Des protéines, qui effectuent les fonctionnements de la durée du fuselage, se composent d'acides aminés appelés de molécules, qui sont câblés ensemble dans de longs réseaux. Ces réseaux bouclent au sujet de l'un l'autre, ou se plient, d'un grand choix de voies. Leurs formes en trois dimensions spécifiques aident des protéines pour remplir leurs rôles biologiques.

Pendant des décennies, les scientifiques ont su que la séquence des acides aminés qui composent une protéine détermine son fonctionnement de la protéine la structure et. Ce qui n'a pas été connu est ce qui l'information contenue dans cette séquence produit la structure correcte.

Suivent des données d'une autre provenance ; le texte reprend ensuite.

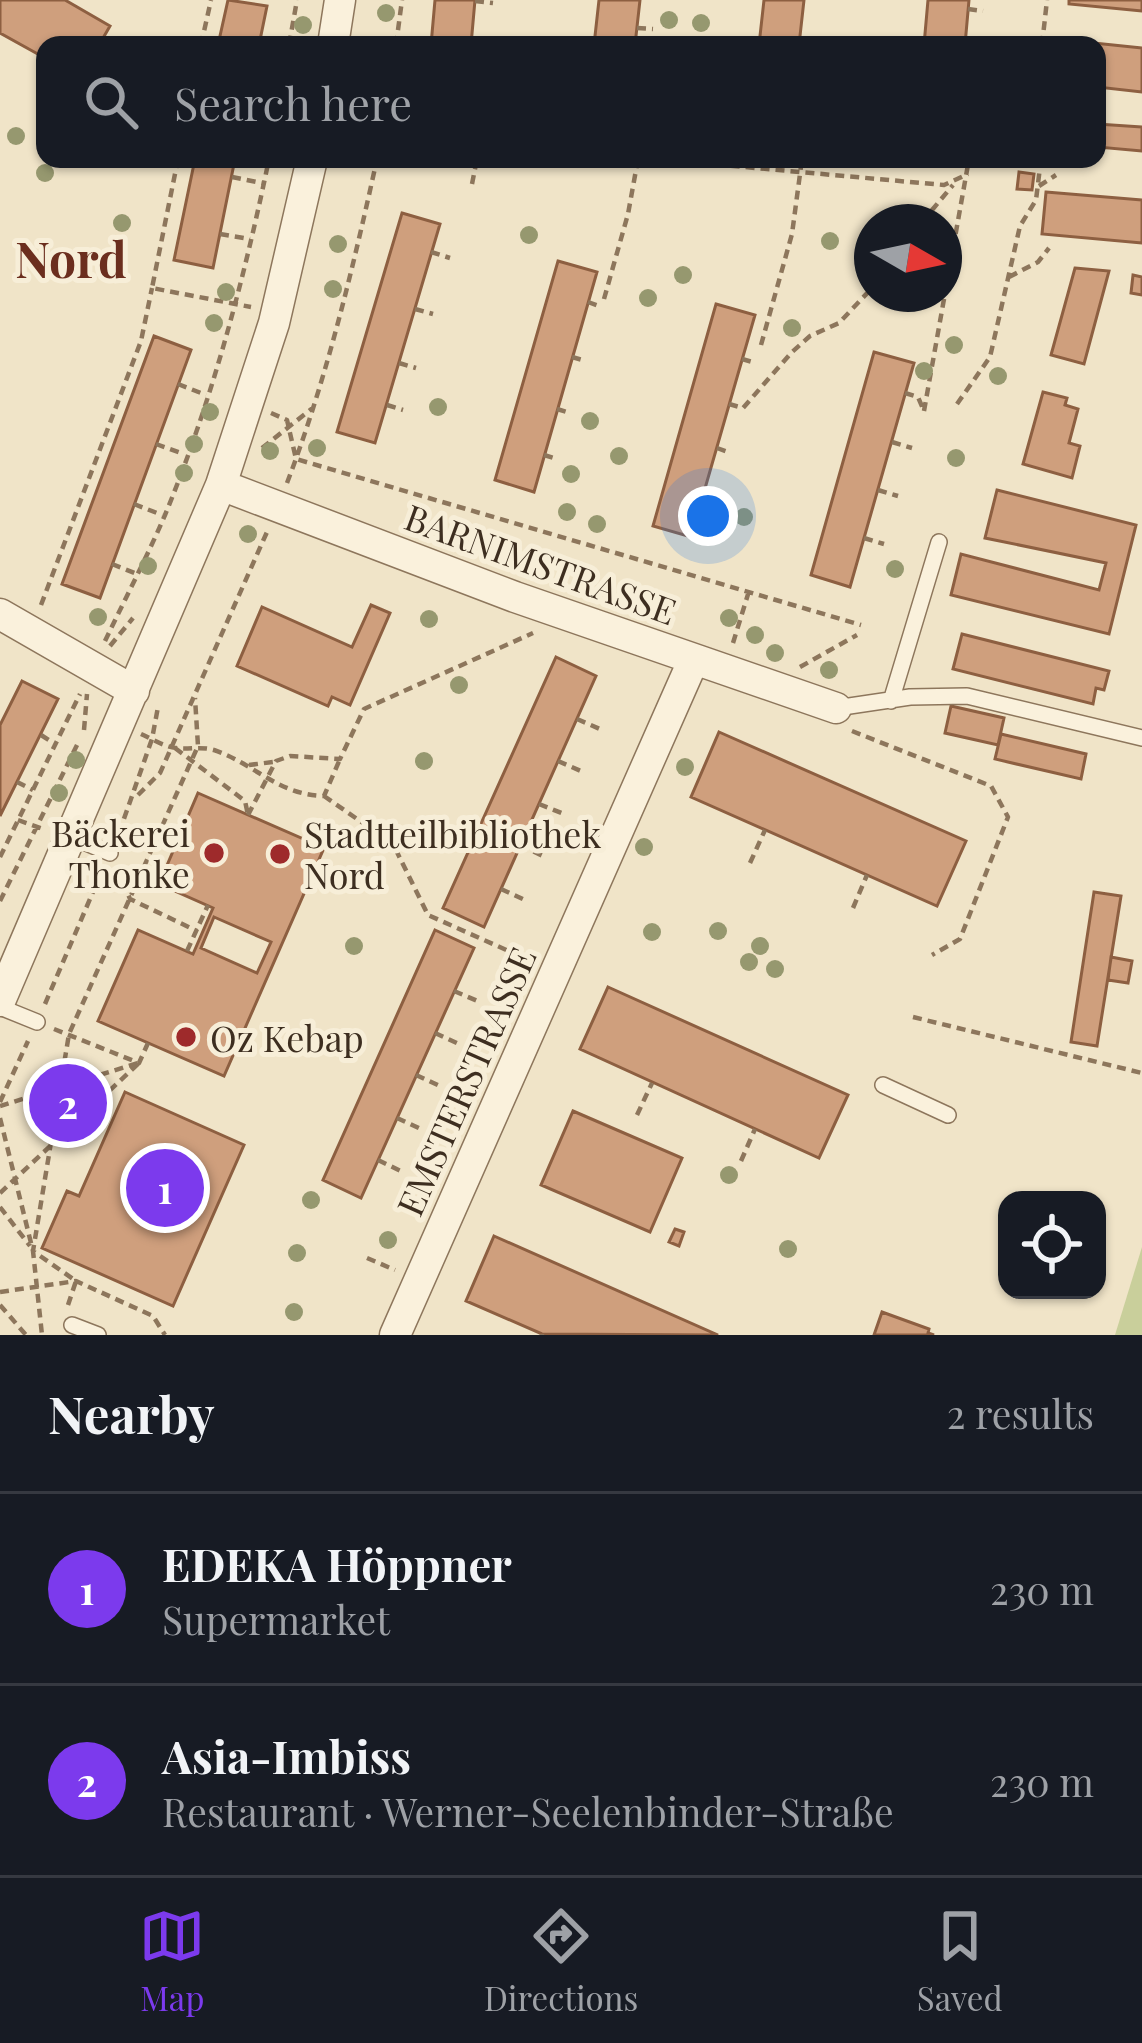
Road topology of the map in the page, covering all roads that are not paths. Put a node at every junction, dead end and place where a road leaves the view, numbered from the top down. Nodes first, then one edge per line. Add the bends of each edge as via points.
1 (340, 0) edge
2 (334, 36) edge
3 (310, 168) edge
4 (231, 489) junction
5 (939, 542) dead end
6 (0, 614) edge
7 (694, 661) junction
8 (146, 697) junction
9 (891, 701) junction
10 (836, 708) joint
11 (1142, 738) edge
12 (72, 837) junction
13 (110, 853) road end
14 (0, 1004) edge
15 (37, 1022) road end
16 (883, 1085) dead end
17 (948, 1115) dead end
18 (67, 1323) road end
19 (98, 1335) edge
20 (395, 1335) edge

1 - 2 street
3 - 4 street
4 - 7 street, BARNIMSTRASSE
4 - 8 street
5 - 9 lane
6 - 8 street
7 - 10 street, BARNIMSTRASSE
7 - 20 street, EMSTERSTRASSE
8 - 12 street via 120,724
9 - 10 lane
9 - 11 lane via 967,696
12 - 13 lane
12 - 14 street
14 - 15 lane
16 - 17 lane
18 - 19 lane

Toutes les protéines se composent de 20 acides aminés spécifiques. Même pour une petite protéine composée de 100 acides aminés, le nombre de combinaisons possibles des acides aminés est staggering, beaucoup de fois plus que le nombre d'atomes dans l'univers connu.

« Comment la nature a-t-elle conçu les bonnes séquences qui ont eu comme conséquence les protéines de fonctionnement ? D'une certaine manière, elle a trouvé une voie, » M. Ranganathan a dit. « Une implication de notre travail est que le procédé évolutionnaire de protéine-modèle peut ne pas être aussi complexe qu'a été précédemment pensé. »

La première recherche a montré cela pour un groupe donné de protéines relatives, ou la famille de protéines, tous les membres de la famille partagent les structures et les fonctionnements courants. En examinant plus de 100 membres d'une famille de protéines, le groupe du sud-ouest d'UT a constaté que les protéines partagent une configuration spécifique des règles de choix acides aminées qui sont seules à cette famille.

« Ce que nous avons trouvé est le fuselage d'information qui est principalement antique dans chaque famille de protéines, et qui l'information est assez pour spécifier la structure des protéines d'aujourd'hui, » M. Ranganathan a dit.

Lui et son équipe ont vérifié leurs « règles » neuf découvertes glanées du dossier évolutionnaire en les introduisant dans un programme informatique qu'ils ont développé. Le programme a produit des séquences des acides aminés, que les chercheurs alors « de retour-ont traduit » pour produire les gènes artificiels. Une fois inséré dans des bactéries de laboratoire, les gènes ont produit les protéines artificielles comme prévues.

« Nous avons constaté qu'une fois d'isolement, nos protéines artificielles montrent la même gamme de la structure et le fonctionnement qui est montré par l'ensemble commençant de protéines naturelles, » M. Ranganathan a dit. « Le test réel sera de les mettre de nouveau dans un organisme vivant tel que des mouches à fruit de levure ou et de voir comment elles concurrencent les protéines naturelles dans un sens évolutionnaire. »

D'autres chercheurs du sud-ouest d'UT impliqués dans le travail sont des auteurs importants Michael Socolich, spécialiste en recherches de HHMI, et M. William Russ, instructeur auxiliaire de la pharmacologie ; Steve Lockless, étudiant en médecine ; Prashant Mishra, stagiaire de programme de formation de scientifique médical ; Heather Lee, technicien de HHMI ; et M. Kevin Gardner, professeur agrégé des biochimies et de la pharmacologie. Les chercheurs de Massachusetts Institute of Technology ont également participé.